= Beginning of Section =
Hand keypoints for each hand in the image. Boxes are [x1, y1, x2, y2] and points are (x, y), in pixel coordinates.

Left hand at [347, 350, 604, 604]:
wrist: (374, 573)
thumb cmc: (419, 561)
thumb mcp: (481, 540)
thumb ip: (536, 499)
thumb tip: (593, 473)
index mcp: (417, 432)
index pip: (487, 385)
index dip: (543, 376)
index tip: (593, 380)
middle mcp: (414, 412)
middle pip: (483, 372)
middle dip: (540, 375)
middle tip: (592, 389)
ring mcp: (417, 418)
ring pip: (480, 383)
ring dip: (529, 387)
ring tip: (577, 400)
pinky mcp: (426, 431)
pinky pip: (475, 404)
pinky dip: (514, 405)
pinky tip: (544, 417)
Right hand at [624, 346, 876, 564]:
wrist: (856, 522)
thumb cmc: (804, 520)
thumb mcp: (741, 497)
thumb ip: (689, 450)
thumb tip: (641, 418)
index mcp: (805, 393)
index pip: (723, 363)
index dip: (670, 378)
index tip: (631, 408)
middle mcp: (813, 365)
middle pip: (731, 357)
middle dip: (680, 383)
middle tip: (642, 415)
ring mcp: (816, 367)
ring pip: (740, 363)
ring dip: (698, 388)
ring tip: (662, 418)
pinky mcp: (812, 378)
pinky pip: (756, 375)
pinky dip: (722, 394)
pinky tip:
= End of Section =
■ **WHAT TO PRODUCE**:
Please output every line shown above exactly.

■ **RESPONSE**:
Hand keypoints for each hand in the image. Boxes are [x1, y1, x2, y2] and points are (x, y), in pixel coordinates.

Left hand at [347, 350, 604, 604]:
wrist: (374, 573)
thumb cmc: (419, 561)
thumb mcp: (481, 540)
thumb ip: (536, 499)
thumb tip: (593, 473)
index mcp: (417, 432)
index pip: (487, 385)
index dip: (543, 376)
index tip: (593, 380)
middle mcp: (414, 412)
middle pip: (483, 372)
middle dip: (540, 375)
middle tip: (592, 389)
ring mcp: (417, 418)
ring pip: (480, 383)
ring dip: (529, 387)
ring tip: (577, 400)
pinky mcp: (426, 431)
pinky pip: (475, 404)
pinky dip: (514, 405)
pinky tip: (544, 417)
Right hand at [624, 346, 876, 564]:
wrist: (856, 522)
thumb cmc: (804, 520)
thumb mcp: (741, 497)
thumb ip: (689, 450)
thumb tip: (641, 418)
index mcp: (805, 393)
index pip: (723, 363)
index dip: (670, 378)
index tip: (631, 408)
middle mcp: (813, 365)
middle pip: (731, 357)
middle dip: (680, 383)
middle tip: (642, 415)
ring mcp: (816, 367)
ring pip: (740, 363)
ring dip: (698, 388)
ring tip: (662, 418)
pinky mcp: (812, 378)
pinky pip: (756, 375)
pinky dip: (722, 394)
pinky tip:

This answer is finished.